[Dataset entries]
****

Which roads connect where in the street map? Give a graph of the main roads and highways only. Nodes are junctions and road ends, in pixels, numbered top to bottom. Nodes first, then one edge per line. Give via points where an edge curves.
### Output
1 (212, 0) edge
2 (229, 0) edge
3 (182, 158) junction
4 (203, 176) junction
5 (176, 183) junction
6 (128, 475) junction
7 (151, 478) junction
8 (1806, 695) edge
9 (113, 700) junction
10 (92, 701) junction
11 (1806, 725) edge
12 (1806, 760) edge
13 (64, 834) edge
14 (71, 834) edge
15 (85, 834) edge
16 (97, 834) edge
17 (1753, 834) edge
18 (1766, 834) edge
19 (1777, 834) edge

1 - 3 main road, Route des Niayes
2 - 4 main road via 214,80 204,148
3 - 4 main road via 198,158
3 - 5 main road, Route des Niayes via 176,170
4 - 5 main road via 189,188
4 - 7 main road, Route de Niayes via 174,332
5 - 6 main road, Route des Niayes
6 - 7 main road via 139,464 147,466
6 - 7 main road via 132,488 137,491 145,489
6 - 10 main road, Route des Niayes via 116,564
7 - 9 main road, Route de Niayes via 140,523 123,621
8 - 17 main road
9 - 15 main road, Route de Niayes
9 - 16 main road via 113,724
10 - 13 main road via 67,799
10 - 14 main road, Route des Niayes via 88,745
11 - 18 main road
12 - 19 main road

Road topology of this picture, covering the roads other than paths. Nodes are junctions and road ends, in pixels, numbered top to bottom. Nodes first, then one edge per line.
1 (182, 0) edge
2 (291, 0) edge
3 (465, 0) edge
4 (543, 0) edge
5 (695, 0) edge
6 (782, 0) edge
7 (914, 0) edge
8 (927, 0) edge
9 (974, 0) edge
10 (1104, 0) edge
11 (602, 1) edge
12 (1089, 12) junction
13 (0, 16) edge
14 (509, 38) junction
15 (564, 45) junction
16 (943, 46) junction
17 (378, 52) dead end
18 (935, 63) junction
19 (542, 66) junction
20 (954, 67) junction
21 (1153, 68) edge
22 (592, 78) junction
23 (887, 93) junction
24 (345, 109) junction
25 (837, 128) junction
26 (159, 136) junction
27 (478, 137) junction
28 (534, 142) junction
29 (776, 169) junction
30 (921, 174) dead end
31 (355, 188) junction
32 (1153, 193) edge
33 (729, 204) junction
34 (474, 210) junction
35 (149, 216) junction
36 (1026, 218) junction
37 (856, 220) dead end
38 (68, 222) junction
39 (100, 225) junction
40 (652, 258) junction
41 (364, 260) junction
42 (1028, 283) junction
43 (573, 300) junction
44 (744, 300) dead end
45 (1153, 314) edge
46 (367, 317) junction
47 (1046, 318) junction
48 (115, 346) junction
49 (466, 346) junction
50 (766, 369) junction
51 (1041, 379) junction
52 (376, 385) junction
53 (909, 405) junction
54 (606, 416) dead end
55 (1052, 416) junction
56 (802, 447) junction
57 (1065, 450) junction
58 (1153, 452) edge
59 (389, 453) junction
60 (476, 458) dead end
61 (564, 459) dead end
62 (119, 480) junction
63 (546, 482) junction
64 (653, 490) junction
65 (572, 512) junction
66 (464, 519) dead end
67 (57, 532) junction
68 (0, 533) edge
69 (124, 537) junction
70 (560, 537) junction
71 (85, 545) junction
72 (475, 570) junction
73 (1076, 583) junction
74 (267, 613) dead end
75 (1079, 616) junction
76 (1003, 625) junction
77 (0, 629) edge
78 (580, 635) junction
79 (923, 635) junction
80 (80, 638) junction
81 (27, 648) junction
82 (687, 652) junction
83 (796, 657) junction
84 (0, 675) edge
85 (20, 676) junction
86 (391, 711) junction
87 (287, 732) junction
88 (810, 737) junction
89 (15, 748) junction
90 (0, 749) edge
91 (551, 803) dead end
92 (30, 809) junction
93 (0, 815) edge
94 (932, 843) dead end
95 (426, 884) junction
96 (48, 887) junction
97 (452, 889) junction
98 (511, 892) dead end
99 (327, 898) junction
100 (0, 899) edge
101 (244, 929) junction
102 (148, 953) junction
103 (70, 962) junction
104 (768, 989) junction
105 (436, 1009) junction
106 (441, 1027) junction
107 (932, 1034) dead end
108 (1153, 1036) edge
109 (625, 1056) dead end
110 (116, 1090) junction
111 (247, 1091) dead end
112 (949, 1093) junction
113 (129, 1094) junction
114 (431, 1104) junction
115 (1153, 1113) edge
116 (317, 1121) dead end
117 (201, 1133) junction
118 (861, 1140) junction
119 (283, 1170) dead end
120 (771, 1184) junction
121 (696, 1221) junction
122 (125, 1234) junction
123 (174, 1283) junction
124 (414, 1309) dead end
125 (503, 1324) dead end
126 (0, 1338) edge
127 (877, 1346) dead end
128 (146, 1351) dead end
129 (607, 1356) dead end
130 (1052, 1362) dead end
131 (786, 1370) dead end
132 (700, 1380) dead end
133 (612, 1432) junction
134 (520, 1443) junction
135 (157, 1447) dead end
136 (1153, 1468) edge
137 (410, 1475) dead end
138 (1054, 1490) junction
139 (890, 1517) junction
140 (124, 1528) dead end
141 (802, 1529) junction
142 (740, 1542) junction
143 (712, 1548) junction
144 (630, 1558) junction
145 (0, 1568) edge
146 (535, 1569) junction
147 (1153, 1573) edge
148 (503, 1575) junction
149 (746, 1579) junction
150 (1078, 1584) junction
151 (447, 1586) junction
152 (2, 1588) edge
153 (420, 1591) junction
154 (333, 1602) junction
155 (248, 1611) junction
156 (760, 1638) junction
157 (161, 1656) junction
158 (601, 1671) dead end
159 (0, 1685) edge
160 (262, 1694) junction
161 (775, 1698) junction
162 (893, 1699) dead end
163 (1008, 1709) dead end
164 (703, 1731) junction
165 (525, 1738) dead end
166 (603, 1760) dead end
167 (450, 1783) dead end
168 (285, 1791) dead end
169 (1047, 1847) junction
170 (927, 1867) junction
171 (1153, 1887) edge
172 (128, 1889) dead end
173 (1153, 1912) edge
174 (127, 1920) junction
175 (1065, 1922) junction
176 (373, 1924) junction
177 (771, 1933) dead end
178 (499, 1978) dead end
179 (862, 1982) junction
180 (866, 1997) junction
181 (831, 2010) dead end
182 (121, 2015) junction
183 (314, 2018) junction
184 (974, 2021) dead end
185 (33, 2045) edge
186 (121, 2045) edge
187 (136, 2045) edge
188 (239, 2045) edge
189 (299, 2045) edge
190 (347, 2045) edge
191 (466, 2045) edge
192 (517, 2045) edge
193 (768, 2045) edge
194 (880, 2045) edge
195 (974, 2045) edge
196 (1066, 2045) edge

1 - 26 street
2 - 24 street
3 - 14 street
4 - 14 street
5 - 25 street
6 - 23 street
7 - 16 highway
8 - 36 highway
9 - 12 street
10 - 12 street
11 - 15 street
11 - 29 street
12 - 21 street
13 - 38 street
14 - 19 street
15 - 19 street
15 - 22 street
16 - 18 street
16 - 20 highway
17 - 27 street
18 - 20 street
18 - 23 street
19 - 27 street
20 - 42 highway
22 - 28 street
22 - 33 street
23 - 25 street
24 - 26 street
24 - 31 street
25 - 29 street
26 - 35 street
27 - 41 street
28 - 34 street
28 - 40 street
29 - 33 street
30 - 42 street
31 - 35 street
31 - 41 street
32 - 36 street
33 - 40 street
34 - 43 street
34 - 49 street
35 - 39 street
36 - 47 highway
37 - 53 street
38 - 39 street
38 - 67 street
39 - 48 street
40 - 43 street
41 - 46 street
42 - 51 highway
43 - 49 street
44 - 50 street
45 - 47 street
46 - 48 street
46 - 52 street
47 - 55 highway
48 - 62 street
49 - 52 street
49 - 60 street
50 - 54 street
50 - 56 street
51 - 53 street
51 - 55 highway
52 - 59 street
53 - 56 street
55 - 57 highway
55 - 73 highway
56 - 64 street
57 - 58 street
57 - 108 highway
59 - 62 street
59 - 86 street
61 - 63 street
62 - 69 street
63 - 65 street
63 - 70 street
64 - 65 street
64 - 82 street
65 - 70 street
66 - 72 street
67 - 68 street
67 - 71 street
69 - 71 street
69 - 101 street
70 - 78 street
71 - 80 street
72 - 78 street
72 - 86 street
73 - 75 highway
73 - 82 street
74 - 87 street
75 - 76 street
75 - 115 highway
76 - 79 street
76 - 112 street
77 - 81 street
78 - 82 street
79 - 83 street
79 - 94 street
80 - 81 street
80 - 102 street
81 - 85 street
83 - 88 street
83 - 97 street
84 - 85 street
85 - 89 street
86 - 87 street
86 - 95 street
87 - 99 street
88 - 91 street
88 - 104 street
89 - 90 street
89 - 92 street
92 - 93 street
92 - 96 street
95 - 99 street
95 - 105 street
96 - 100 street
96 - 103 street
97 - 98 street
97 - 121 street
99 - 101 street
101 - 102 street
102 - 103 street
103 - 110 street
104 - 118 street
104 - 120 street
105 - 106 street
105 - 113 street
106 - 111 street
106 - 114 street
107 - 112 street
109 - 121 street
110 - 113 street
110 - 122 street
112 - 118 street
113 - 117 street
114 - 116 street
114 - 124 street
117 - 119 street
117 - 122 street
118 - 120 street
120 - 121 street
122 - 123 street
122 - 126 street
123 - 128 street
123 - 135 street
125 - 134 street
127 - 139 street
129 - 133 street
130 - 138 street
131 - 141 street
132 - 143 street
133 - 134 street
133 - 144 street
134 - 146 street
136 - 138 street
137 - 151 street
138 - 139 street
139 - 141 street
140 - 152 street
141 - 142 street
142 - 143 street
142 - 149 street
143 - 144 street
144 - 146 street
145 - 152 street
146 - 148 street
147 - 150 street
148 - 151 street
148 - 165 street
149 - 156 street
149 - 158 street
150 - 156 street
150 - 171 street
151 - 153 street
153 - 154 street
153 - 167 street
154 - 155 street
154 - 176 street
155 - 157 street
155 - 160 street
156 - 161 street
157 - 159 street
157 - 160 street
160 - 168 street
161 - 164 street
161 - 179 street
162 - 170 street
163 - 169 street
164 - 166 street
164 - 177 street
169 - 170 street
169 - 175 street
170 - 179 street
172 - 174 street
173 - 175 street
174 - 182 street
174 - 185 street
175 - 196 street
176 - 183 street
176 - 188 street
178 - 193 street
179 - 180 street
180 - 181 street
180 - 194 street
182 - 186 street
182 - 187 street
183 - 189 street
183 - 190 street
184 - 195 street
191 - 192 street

****

Description of the task: The answer must consist of every line in the records above that contains the word "ends".

Result of the exercise:
Which roads connect where in the street map? Give a graph of the main roads and highways only. Nodes are junctions and road ends, in pixels, numbered top to bottom. Nodes first, then one edge per line. Give via points where an edge curves.
Road topology of this picture, covering the roads other than paths. Nodes are junctions and road ends, in pixels, numbered top to bottom. Nodes first, then one edge per line.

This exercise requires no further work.